Echo provides a fast way for the system to recover when a server crashes by 
replicating the token directory of each server on a backup server. This approach is 
natural for Echo because (as mentioned in Section 1), Echo already uses replicated 
servers for high availability. Server replication in Echo uses a primary/backup 
scheme; at any given moment, one server is the primary for a given set of disks, 
and all requests from clerks are directed to it. A backup server takes over if the 
primary crashes. The backup has a path to at least one replica of the data that can 
function even when the primary is down. Token replication is easy to add on top 
of this base. Whenever a clerk asks the primary for a token, the primary makes a 
nested remote procedure call to the backup, which records the token in its copy of 
the directory; only when this call returns does the primary return the token to the 
clerk. Both the primary and backup keep their token directories in main memory, 
not on disk, so they are fast to access. 

One alternative to this scheme would be for the primary server to record the 
token directory on its (possibly replicated) disk.

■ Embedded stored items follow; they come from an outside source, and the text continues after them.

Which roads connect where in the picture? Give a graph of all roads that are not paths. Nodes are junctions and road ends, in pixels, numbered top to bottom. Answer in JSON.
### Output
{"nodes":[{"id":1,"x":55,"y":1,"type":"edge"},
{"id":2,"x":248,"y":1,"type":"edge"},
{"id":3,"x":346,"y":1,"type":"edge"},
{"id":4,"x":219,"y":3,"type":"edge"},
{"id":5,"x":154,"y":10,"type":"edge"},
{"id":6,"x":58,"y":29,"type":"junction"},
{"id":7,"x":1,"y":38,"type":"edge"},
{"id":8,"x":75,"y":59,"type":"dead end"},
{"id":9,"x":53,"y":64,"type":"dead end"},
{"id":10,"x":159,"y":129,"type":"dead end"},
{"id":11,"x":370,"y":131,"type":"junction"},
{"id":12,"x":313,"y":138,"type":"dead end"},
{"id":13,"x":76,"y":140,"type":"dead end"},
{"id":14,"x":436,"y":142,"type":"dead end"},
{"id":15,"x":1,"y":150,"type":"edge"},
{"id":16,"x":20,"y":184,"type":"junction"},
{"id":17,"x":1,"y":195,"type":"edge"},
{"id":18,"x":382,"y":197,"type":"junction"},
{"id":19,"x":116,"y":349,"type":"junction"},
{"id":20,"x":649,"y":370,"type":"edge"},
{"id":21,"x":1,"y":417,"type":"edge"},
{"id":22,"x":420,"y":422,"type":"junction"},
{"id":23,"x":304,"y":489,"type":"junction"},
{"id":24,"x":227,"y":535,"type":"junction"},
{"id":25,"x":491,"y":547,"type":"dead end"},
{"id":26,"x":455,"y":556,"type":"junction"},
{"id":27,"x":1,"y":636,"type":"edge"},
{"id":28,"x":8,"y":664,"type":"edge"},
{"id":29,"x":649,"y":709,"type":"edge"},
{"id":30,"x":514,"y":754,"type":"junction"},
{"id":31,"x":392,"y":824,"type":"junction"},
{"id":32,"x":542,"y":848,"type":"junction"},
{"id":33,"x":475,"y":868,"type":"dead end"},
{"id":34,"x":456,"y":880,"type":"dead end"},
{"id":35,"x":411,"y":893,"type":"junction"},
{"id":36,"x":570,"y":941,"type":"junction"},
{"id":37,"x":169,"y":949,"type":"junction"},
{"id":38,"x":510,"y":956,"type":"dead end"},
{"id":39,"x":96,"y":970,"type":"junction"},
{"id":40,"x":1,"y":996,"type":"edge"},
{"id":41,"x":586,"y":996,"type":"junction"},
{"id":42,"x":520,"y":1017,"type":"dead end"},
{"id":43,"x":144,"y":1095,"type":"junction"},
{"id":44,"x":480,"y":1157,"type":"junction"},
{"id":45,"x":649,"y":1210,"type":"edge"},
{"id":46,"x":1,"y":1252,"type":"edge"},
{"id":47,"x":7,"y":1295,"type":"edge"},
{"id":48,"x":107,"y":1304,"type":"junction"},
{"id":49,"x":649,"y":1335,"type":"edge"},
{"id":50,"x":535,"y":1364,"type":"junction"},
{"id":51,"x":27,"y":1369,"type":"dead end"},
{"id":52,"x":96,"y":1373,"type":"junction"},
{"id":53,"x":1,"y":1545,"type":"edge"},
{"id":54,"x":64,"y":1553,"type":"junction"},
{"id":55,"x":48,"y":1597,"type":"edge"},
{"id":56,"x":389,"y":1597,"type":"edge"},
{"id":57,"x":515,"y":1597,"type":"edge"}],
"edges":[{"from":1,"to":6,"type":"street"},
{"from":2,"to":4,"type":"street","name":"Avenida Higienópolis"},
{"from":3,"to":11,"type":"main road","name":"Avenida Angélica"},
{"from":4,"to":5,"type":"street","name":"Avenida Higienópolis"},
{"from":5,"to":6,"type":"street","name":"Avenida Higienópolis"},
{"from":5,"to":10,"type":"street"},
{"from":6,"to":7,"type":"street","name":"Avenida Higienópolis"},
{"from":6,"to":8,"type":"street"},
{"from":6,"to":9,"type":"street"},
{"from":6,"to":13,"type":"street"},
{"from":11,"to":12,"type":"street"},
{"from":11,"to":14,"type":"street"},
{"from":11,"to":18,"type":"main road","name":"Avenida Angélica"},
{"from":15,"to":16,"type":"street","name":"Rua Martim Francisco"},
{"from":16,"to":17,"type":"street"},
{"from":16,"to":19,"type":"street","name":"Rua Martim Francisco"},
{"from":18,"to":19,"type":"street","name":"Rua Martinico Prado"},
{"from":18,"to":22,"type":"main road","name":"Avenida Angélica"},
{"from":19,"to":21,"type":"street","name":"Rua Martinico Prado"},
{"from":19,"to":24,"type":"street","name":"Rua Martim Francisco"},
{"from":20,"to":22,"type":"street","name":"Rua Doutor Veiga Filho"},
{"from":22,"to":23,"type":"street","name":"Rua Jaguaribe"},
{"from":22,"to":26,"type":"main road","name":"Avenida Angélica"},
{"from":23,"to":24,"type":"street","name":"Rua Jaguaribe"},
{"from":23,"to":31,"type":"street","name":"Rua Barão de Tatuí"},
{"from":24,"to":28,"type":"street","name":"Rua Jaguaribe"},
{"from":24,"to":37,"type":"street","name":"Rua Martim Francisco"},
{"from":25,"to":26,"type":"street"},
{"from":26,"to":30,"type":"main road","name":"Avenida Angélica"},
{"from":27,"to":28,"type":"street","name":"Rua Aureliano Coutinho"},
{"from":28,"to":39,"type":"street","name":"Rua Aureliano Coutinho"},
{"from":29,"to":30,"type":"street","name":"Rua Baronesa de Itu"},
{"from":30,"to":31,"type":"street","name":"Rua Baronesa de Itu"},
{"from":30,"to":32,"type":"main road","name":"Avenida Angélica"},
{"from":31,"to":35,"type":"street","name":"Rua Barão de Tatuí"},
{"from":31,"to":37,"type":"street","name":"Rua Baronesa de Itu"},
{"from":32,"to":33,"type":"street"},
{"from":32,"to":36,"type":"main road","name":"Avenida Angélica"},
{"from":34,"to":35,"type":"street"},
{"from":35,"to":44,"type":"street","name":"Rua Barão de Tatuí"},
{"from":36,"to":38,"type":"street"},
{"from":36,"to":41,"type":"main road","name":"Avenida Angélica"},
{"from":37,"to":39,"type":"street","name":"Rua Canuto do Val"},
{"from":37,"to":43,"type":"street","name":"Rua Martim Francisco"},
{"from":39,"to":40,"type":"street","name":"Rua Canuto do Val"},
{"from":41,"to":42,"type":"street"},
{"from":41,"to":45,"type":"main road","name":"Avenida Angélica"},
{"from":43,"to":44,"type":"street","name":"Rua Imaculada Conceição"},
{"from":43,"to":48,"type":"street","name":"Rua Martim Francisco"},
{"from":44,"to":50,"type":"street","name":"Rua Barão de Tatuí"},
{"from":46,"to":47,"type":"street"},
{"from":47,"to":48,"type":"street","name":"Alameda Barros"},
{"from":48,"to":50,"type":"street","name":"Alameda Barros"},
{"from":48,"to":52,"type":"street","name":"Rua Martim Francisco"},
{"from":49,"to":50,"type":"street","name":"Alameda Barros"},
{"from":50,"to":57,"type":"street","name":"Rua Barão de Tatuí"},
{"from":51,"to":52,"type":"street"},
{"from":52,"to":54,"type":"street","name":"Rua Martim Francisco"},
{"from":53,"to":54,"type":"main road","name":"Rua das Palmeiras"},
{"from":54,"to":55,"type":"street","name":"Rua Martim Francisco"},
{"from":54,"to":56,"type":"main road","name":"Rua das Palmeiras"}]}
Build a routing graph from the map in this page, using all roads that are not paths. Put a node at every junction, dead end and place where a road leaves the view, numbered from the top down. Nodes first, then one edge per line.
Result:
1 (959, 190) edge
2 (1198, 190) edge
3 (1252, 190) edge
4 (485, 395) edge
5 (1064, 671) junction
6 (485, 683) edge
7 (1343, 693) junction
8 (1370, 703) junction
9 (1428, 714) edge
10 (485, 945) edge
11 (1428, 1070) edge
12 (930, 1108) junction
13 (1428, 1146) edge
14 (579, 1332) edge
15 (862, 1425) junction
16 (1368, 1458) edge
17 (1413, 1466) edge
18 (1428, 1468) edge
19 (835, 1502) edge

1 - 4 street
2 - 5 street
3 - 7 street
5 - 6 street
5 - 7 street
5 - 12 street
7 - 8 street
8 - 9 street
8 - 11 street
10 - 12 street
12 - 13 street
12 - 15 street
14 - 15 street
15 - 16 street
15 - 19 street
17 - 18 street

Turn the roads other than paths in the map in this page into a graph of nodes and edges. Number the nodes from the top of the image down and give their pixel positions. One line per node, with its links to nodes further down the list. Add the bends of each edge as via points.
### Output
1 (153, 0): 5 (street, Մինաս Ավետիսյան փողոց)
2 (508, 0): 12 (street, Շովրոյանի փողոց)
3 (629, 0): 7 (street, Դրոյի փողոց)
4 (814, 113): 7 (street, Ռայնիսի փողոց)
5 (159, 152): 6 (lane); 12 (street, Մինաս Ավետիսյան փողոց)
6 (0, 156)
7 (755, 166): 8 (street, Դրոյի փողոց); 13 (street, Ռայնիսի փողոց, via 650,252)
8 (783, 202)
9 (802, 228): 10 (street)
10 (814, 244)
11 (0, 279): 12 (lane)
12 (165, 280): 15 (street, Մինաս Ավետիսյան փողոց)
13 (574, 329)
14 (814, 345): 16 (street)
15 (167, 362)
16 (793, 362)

The main advantage of this 
alternative is that the token database is not lost even if both servers crash. We did 
not find this advantage compelling, since it is much slower to write the tokens to 
disk than to record them in memory on two servers. Another apparent advantage 
of writing tokens to disk is that it does not require two servers, so it works even 
when servers are not replicated. But token replication does not require the backup 
server to be a dedicated machine or to have access to a disk, so there is little cost in 
configuring a backup server for use only by the token machinery. 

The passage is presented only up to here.